Since the National Company Law Tribunal (NCLT) was set up 18 months ago, over 4,300 cases have been filed at its various benches for resolution process, according to the Reserve Bank data.
Since the National Company Law Tribunal (NCLT) was set up 18 months ago, over 4,300 cases have been filed at its various benches for resolution process, according to the Reserve Bank data. The insolvency and bankruptcy code came into existence with the enactment of the Insolvency and Bankruptcy Code (IBC) in May 2016, replacing the Company Law Board regime. “As of November 2017, over 4,300 applications under the corporate insolvency resolution process (CIRP) were filed in the various benches of NCLT,” the RBI said in its Financial Stability Report (FSR) released over the weekend. Of these, more than 500 applications seeking admission for insolvency proceedings were rejected, dismissed or withdrawn, it added. The report said around 470 cases admitted by the NCLT are at various stages of the insolvency process. In June this year, the Reserve Bank had asked banks to refer the 12 largest dud accounts totalling about 25 per cent of the gross NPAs of the banking system or worth about Rs 2.5 trillion to the NCLT for resolution. And 11 of them are in NCLT now. Later in August, the central bank gave the banks a list of another 28 more large accounts to be resolved by December 13, failing which those accounts would have to be referred to the NCLT by December 31. These accounts constitute another 15 per cent of the system-wide bad loans and of these banks have sent as many as 25 to the NCLT. The bad loans in the system have crossed the Rs 10-trillion-mark or 10.2 per cent as of the September quarter from 9.6 per cent a year earlier and the FSR warned that gross NPAs would spike further to 10.8 per cent by March 2018 and to over 11.1 per cent by September 2018. “The banking stability indicator shows that the risks remain at an elevated level weighed down by further asset quality deterioration,” warned the report. Overall, the stressed assets, including restructured loans and dud loans increased to 12.2 per cent during the same period from 12.1 per cent. Gross dud loans at the state-run banks shot by 100 bps to 13.5 per cent while the same for their private sector peers jumped to 3.80 per cent.

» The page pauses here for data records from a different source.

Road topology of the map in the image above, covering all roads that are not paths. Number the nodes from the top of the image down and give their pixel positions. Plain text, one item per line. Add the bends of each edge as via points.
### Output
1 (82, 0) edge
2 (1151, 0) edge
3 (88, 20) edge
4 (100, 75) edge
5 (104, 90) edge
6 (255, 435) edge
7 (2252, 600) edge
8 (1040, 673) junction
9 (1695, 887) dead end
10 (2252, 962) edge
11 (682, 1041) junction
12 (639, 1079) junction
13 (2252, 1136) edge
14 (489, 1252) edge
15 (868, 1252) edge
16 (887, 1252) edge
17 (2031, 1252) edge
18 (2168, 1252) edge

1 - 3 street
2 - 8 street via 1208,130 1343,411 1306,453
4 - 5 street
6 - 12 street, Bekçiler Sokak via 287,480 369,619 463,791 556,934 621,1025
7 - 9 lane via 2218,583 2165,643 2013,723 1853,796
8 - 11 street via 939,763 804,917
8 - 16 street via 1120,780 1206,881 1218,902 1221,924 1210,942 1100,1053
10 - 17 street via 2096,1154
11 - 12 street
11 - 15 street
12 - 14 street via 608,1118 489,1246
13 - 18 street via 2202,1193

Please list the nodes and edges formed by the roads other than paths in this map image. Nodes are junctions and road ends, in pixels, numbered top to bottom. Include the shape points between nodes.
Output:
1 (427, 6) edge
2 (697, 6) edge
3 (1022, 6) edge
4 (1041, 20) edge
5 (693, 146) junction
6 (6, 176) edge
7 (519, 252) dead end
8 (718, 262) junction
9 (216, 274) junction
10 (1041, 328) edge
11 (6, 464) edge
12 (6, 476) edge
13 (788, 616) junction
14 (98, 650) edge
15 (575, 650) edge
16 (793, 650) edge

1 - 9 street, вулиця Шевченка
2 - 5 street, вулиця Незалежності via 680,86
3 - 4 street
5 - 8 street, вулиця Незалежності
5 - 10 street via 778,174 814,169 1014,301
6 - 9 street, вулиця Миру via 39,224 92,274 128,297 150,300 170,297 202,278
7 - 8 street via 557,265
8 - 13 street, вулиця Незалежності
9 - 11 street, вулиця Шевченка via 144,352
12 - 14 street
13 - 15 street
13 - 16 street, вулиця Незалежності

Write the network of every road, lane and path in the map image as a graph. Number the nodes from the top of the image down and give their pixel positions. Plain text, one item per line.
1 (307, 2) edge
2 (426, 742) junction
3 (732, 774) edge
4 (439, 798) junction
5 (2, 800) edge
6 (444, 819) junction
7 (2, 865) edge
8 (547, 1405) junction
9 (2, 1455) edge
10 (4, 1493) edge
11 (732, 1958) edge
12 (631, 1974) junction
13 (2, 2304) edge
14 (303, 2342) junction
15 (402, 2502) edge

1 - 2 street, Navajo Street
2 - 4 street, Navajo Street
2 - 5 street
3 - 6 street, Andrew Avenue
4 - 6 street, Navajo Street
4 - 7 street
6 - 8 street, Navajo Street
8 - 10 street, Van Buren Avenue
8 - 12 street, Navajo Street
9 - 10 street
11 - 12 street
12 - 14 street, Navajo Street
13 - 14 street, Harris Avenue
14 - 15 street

Incidentally, the report said private sector lenders, considered more prudent are the ones reporting the most stress, reported a whopping 40.8 per cent spike in their GNPAs in the September quarter alone, as against 17 per cent by the state-run banks whose lazy banking has been blamed primarily for the mess in the system. All the top private sector lenders, including ICICI Bank, Axis Bank and Yes Bank, and even HDFC Bank, have been found to have under-reported bad loans worth tens of thousands of crores in the recent RBI supervision, results of which were recognised over the first two quarters of the fiscal. The report said so far in 25 CIRP transactions, NCLTs have approved the resolution plans or liquidation orders, whereas the admission of cases have been set aside by the orders of appellate authorities i.e. NCLAT or the Supreme Court in 25 CIRPs admitted by the adjudicating authority.